In how many lines of the records below does the word "this" appear? Reply with the number only.

[Entries provided Boundary: Start]

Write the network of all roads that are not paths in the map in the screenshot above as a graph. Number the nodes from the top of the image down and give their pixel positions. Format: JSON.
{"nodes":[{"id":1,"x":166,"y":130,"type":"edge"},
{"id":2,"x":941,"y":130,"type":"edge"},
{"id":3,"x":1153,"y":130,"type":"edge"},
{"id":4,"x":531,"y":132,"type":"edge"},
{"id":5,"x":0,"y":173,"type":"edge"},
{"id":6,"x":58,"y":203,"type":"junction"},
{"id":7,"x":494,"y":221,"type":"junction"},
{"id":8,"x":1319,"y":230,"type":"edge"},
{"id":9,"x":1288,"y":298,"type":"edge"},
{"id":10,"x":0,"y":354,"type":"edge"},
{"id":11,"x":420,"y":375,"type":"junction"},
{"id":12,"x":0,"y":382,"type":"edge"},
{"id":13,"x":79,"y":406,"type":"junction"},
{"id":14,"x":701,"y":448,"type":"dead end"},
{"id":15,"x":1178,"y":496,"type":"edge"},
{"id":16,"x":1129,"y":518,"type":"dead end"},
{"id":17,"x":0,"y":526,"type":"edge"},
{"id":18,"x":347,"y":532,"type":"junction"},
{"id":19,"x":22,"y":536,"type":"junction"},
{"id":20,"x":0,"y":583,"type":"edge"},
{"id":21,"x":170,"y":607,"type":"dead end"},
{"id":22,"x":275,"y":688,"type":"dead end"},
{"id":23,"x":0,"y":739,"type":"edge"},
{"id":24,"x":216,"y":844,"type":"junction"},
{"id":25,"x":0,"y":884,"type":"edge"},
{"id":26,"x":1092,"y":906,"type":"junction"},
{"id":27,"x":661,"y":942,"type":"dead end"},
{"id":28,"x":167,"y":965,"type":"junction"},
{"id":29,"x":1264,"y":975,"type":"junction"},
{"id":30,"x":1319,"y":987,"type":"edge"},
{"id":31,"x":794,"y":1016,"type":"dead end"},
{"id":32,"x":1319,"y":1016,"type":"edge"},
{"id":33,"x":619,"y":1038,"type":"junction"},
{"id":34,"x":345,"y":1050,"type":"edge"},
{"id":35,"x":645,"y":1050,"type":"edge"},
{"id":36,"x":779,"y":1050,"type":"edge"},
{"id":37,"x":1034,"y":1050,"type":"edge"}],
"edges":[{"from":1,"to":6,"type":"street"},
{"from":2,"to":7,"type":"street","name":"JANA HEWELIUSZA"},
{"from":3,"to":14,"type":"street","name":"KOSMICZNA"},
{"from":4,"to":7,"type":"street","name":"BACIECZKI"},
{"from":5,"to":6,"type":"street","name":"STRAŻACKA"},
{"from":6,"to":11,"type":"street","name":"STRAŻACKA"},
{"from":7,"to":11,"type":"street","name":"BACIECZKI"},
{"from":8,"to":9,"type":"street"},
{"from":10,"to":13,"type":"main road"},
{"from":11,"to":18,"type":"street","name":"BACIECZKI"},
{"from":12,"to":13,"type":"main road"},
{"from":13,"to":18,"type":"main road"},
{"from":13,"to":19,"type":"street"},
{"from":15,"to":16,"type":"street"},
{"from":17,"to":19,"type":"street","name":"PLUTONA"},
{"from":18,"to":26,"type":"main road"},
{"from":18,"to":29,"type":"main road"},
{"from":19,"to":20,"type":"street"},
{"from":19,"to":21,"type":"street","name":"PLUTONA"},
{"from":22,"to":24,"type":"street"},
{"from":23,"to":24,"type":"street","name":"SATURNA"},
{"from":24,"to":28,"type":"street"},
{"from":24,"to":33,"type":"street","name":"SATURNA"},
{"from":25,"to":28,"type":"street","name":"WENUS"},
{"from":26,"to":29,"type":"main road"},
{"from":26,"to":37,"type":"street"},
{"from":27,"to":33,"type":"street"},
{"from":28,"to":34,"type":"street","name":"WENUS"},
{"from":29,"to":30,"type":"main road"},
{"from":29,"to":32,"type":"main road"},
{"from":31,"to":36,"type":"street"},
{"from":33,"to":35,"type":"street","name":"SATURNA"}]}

[Entries provided Boundary: End]
[Entries provided Boundary: Start]

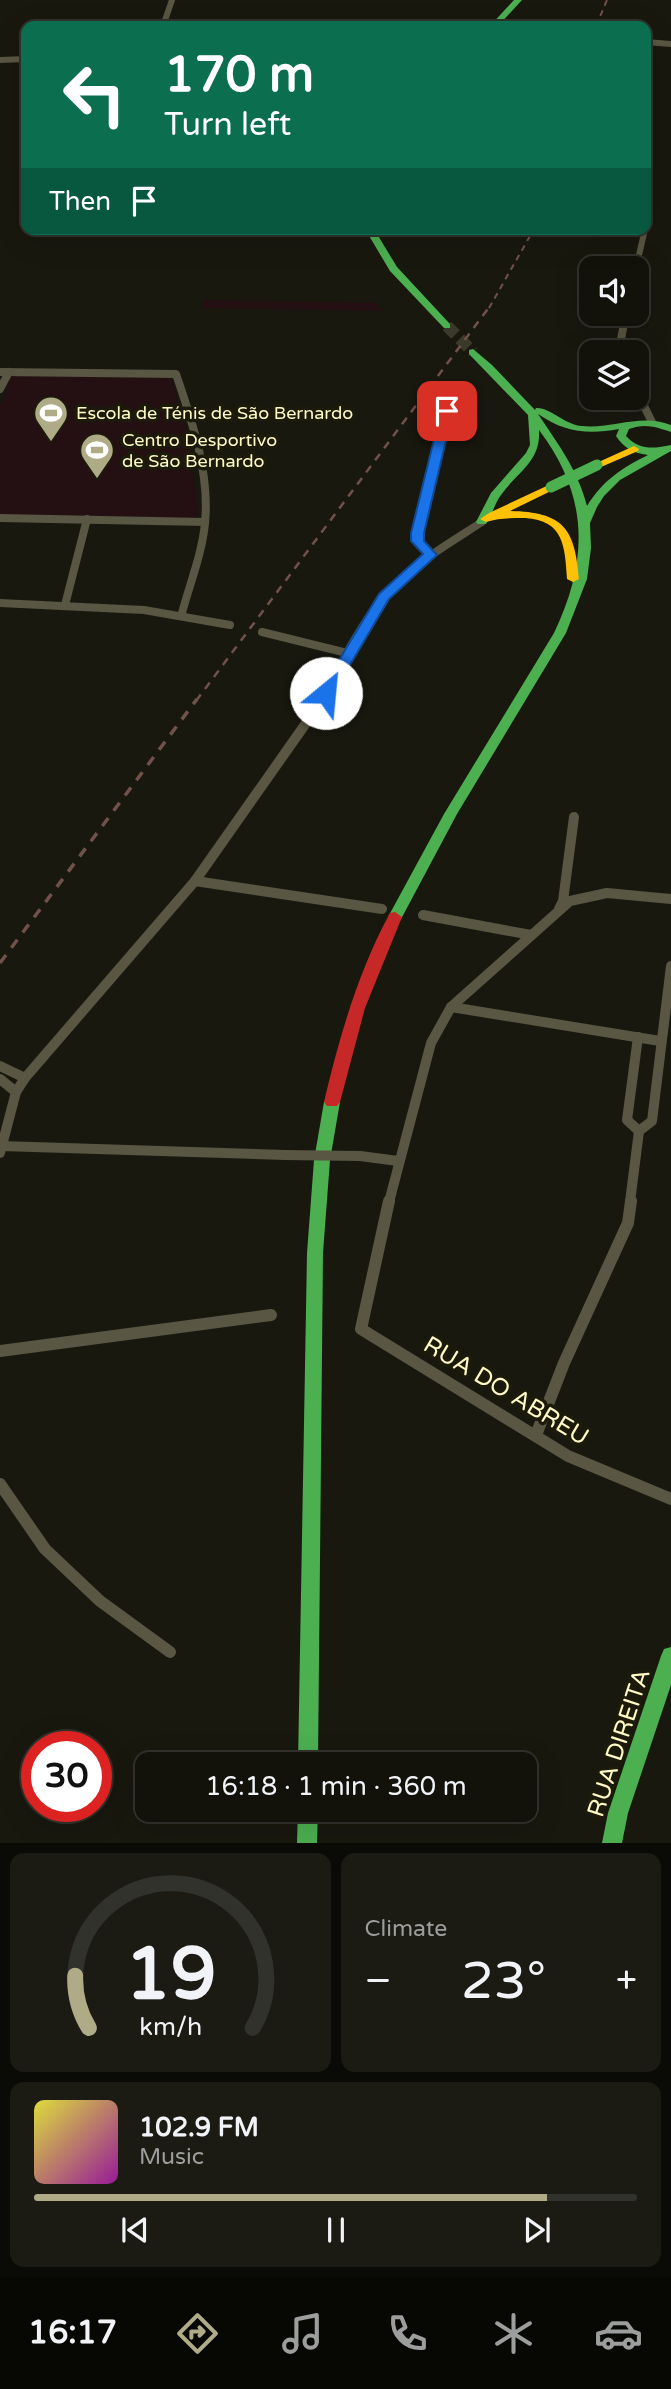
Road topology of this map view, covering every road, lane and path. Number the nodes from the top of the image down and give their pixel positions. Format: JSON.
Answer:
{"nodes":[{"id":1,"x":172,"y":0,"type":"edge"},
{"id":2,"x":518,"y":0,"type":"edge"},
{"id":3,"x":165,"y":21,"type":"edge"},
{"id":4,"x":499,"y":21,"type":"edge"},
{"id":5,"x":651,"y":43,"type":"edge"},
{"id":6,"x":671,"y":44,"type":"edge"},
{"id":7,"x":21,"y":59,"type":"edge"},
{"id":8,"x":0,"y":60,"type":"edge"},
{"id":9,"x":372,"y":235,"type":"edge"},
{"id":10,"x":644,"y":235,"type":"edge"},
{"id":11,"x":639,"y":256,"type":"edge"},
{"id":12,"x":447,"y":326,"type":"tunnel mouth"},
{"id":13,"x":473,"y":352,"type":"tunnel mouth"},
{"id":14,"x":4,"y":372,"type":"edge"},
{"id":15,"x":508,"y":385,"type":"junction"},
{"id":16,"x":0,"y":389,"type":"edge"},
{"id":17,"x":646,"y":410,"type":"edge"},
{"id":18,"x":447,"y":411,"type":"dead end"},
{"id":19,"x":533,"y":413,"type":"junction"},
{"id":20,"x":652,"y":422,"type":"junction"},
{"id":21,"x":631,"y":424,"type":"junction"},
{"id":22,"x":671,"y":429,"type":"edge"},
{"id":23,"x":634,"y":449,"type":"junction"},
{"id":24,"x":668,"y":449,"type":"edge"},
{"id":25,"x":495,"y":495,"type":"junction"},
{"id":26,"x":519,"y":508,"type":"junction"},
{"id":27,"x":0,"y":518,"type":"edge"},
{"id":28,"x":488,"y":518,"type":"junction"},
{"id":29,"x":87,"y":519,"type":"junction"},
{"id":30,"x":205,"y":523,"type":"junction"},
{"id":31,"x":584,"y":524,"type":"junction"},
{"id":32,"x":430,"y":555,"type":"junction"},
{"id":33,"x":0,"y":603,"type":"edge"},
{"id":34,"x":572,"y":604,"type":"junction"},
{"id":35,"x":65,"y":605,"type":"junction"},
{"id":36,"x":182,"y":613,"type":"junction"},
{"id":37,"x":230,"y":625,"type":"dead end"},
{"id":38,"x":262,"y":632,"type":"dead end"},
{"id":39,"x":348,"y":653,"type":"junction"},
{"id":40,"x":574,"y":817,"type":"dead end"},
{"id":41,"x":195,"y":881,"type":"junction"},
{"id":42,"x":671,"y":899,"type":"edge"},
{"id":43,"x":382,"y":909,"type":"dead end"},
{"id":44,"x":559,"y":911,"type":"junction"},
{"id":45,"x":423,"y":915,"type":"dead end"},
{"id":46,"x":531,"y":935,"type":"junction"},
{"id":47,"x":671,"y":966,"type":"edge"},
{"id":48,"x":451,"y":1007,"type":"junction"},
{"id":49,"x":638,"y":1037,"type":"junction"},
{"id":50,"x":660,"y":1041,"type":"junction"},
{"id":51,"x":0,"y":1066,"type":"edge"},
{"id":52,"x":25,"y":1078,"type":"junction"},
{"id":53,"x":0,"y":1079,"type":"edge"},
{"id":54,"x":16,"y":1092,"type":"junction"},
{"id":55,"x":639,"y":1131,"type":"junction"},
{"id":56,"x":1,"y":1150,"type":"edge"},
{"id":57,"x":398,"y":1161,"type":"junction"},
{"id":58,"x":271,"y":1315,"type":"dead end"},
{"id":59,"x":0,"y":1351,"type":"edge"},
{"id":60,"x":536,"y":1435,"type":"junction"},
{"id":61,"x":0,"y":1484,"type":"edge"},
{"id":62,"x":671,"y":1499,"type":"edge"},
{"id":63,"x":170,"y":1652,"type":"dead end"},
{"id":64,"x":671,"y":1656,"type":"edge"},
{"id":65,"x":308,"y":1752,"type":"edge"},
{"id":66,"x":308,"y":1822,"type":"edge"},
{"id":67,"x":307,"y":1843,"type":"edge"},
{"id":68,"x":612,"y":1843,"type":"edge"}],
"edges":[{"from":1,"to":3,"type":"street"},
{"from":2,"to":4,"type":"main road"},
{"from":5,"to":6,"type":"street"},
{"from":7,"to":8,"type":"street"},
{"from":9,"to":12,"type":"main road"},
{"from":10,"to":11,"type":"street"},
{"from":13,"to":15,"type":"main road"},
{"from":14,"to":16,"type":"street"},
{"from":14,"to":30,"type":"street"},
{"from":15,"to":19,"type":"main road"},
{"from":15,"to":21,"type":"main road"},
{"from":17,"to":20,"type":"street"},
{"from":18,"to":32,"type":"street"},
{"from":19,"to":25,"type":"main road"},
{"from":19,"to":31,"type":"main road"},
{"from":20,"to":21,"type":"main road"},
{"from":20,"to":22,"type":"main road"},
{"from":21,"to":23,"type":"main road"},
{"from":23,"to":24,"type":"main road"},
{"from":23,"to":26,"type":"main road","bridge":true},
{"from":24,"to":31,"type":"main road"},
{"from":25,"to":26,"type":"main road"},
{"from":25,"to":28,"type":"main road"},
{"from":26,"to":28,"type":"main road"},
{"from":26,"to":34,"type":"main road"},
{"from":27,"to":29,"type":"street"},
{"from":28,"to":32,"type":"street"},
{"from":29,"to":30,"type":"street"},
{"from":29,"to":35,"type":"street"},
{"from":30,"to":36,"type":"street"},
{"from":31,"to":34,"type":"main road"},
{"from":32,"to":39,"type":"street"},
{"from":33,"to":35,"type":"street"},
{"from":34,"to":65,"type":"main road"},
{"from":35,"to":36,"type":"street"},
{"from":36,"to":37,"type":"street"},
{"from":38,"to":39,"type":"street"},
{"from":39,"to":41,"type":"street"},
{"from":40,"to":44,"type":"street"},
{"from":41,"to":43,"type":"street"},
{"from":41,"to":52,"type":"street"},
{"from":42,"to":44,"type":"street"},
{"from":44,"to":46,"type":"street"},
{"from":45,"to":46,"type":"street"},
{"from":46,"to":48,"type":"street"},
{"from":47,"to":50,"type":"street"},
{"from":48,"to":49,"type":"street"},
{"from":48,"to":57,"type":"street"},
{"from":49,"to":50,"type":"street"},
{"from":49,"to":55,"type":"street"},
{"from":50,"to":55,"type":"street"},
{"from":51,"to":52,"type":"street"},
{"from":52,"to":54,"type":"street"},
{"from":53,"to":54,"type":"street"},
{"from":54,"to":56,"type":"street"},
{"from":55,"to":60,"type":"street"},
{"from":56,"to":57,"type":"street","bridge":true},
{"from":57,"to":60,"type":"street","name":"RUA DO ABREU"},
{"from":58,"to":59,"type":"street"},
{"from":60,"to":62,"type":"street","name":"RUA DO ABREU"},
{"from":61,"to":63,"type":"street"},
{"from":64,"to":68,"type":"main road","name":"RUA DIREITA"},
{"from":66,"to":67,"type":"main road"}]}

[Entries provided Boundary: End]
[Entries provided Boundary: Start]

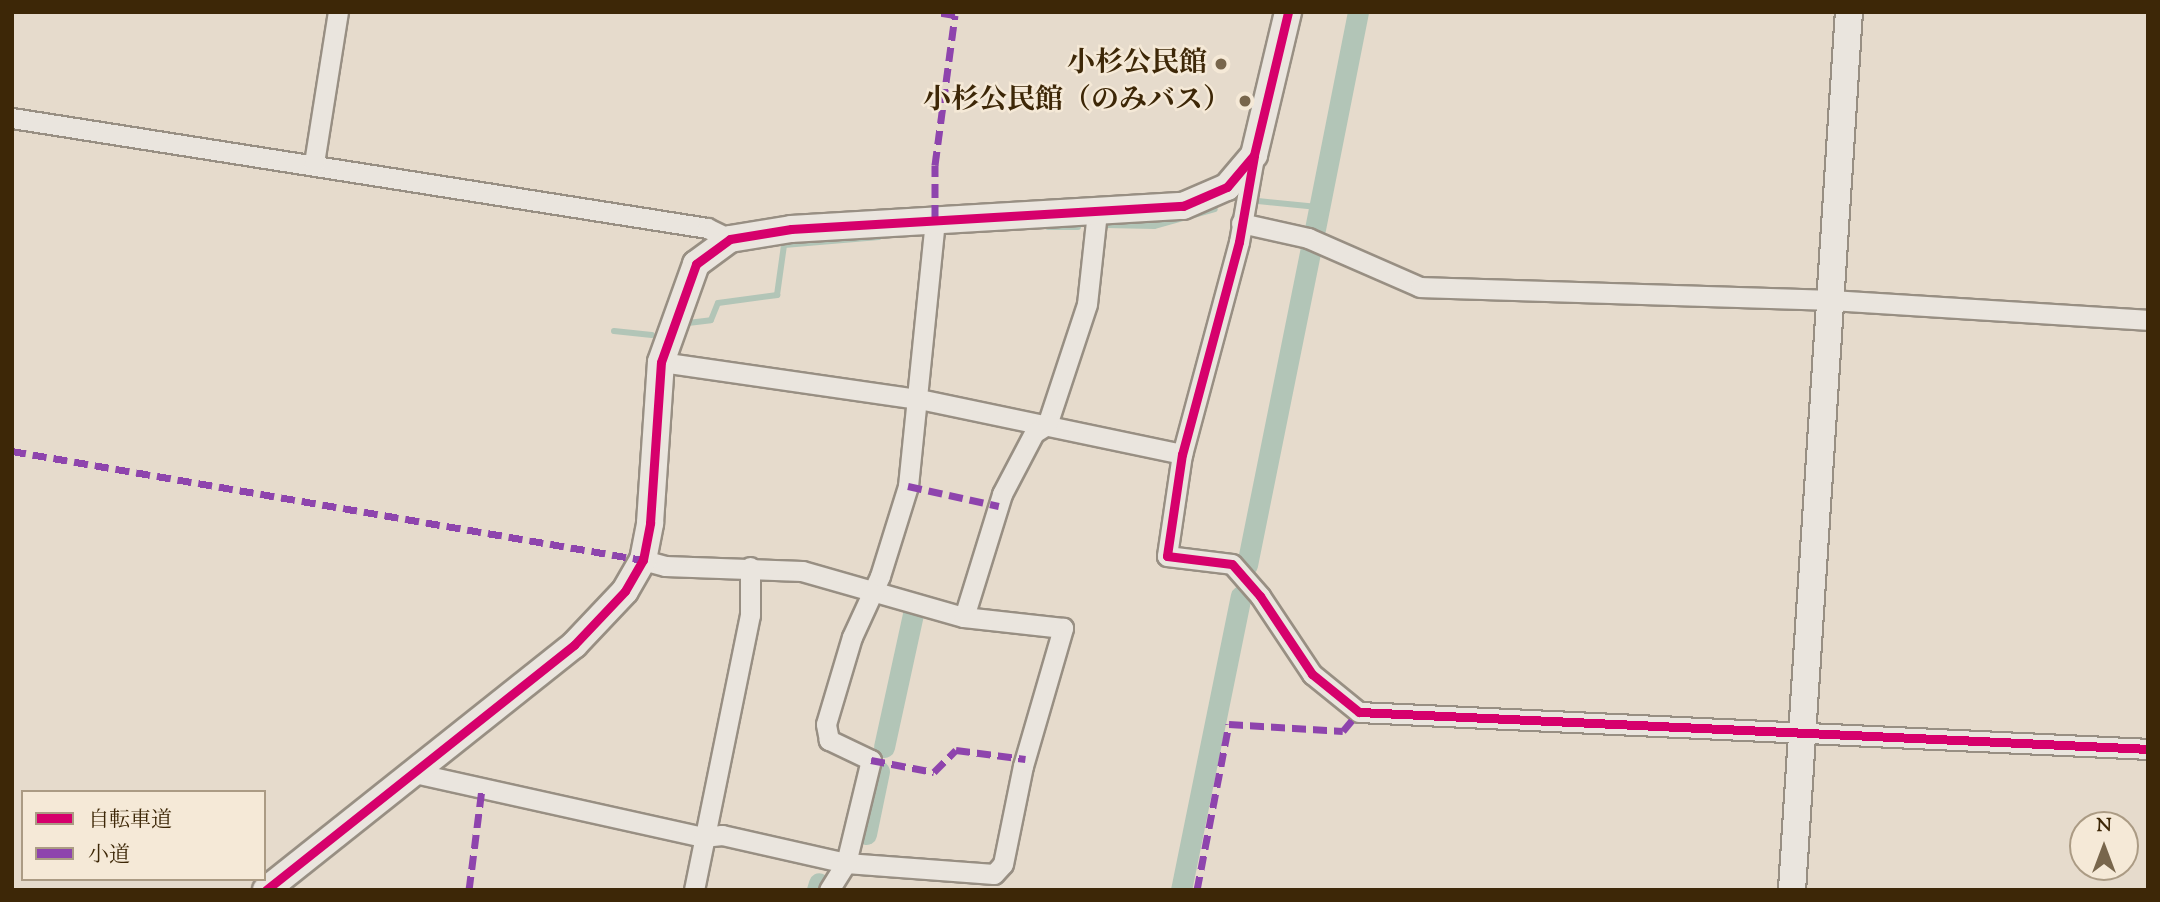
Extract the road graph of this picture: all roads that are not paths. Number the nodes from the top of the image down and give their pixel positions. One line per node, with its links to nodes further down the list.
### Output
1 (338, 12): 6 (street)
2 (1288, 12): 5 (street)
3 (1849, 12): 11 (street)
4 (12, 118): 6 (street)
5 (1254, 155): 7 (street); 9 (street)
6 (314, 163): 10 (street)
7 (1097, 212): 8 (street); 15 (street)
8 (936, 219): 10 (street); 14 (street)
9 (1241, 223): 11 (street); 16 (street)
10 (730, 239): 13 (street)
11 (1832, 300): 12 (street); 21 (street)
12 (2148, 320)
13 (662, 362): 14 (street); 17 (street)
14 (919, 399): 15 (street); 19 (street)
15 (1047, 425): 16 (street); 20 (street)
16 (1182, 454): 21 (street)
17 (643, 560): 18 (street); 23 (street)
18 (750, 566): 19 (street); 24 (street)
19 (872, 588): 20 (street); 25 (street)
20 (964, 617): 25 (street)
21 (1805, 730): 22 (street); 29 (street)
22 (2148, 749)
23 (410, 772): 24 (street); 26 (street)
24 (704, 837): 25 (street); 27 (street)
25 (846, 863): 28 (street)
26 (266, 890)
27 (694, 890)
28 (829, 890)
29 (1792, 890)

[Entries provided Boundary: End]

▶ Output of the task
2